Indeed, the award may offer Boochani a degree of protection, as he says: ‘Being known, perhaps, and my work being recognised and supported by organisations and other thinkers and artists perhaps gives me an element of protection.’
The book is a beautiful piece of writing. It has been described as ‘anti-genre’. In one sense it is a piece of social reporting, yet it is also a poem that has grown from the Kurdish literary tradition. What courage — what persistence!
He graphically describes the horrific outcomes of the use in Manus Prison of a Kyriarchal system of social domination where the principle is to turn prisoners against each other. He also writes poetic descriptions — flowers, ‘gasping as though in love with the cool ocean breezes’.
We start off by experiencing, through his poetry, the truck ride to the boat in Indonesia: ‘we look up at a sky the colour of intense anxiety. Every so often someone slightly adjusts their position on the truck’s wooden floor to allow the blood to circulate through tired muscles’.
A terrifying boat trip.
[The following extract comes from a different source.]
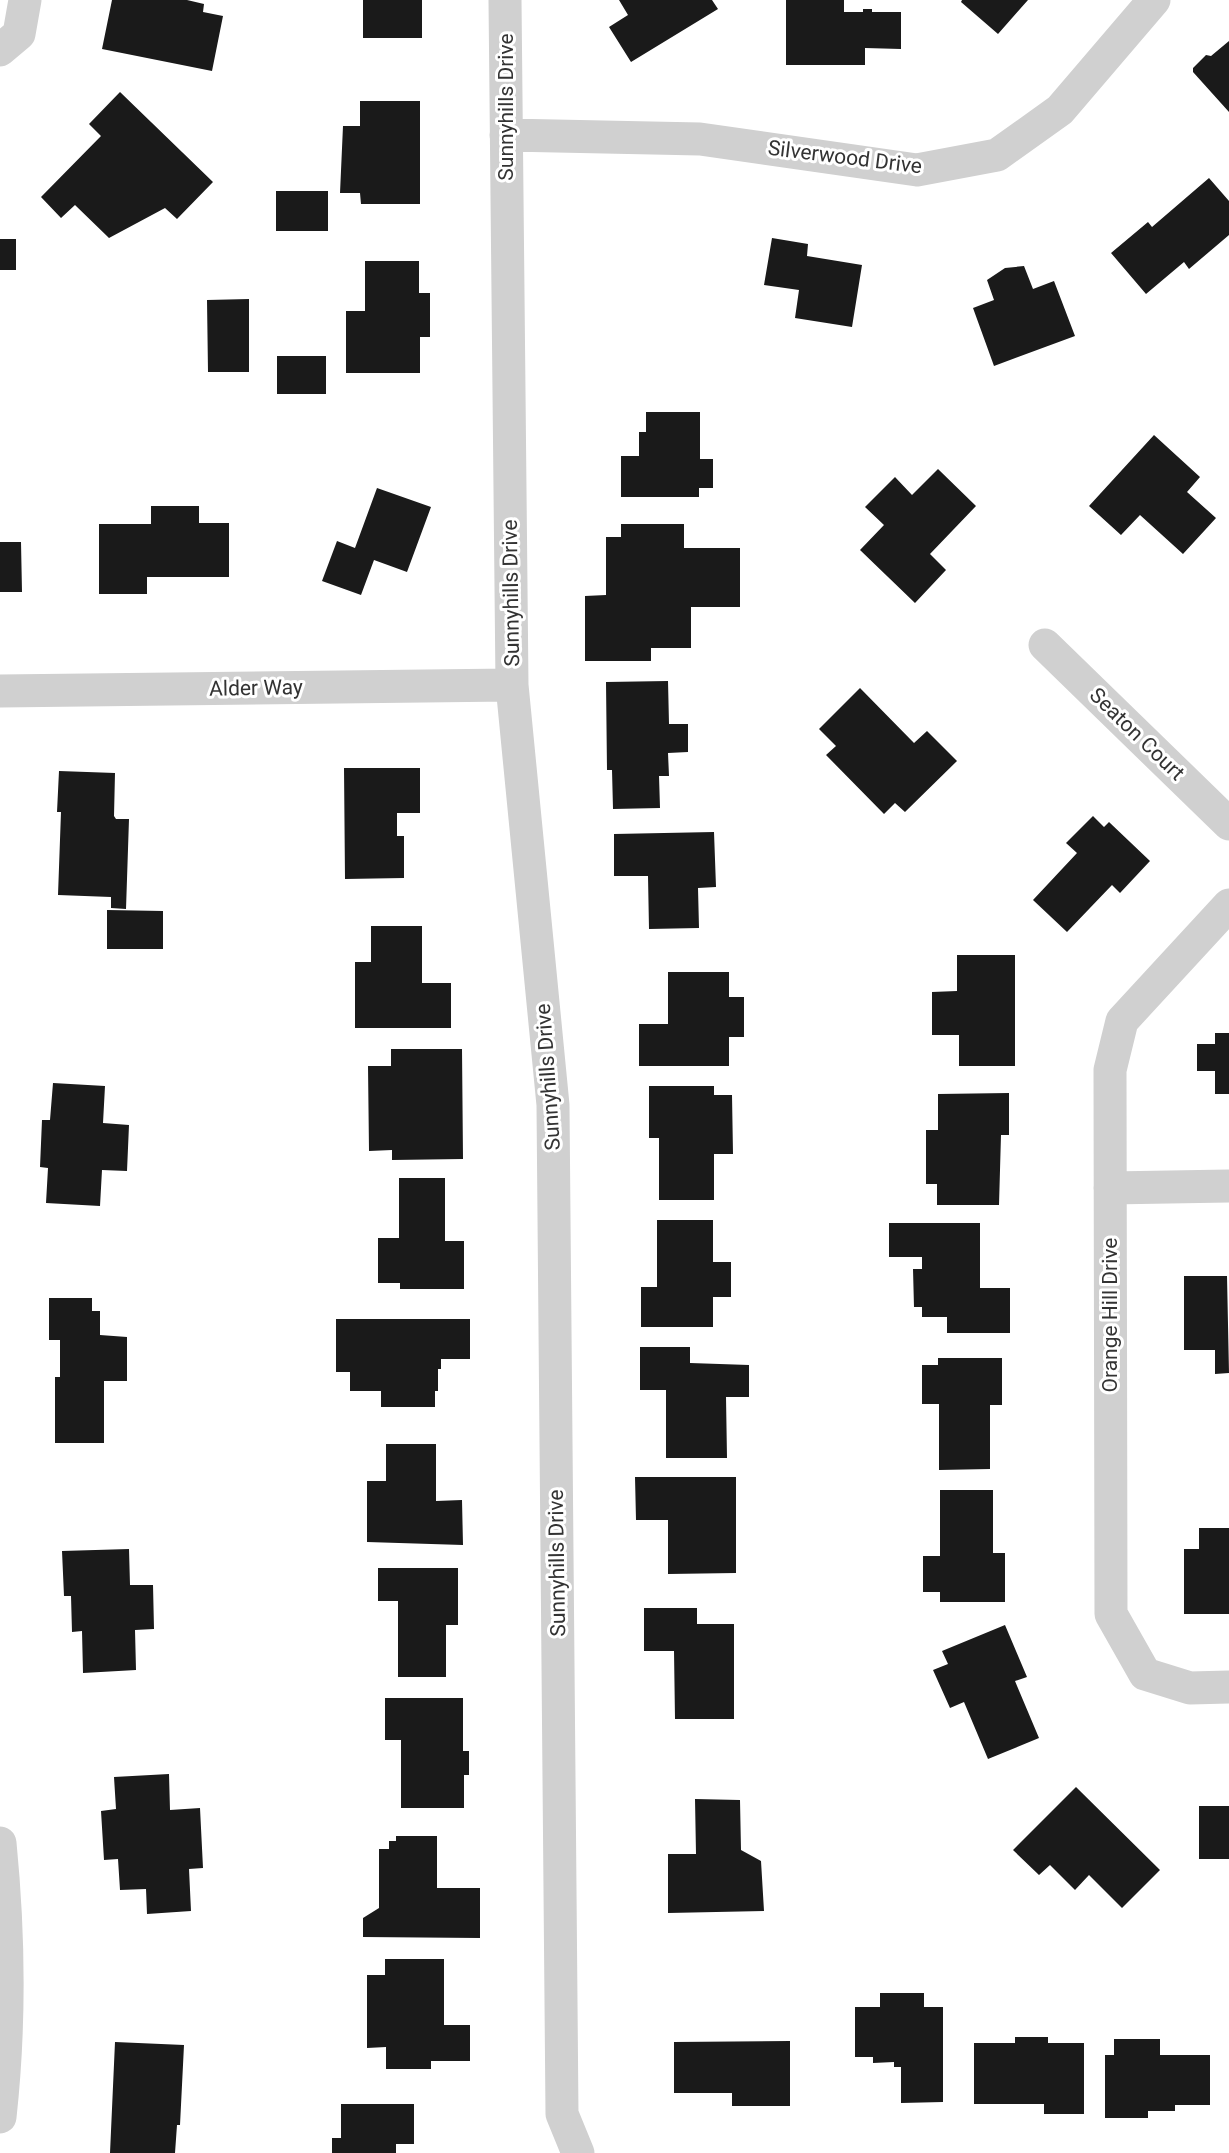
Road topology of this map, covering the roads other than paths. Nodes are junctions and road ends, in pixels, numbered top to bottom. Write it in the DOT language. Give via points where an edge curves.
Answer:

Inhumane and unexpected imprisonment on Christmas Island, and then a plane to Manus. Where there is ‘a confrontation of bodies, a confrontation of human flesh’, and where ‘the untreated sewage spilling out around the facility produces a smell … so vile that one feels ashamed to be part of the human species.’
I don’t suppose any of the government personnel who make decisions about immigration policy have read this book. Quite apart from being a beautiful piece of literature it is an important document and we must not blench from reading it.
Boochani’s work will continue to be revered in Australian literary circles. Indeed, his poem ‘The Black Kite’ is in a book, The Sky Falls Down, to be launched next Saturday 13th July at Readings bookstore, Glenferrie Road Hawthorn, 2.00 pm.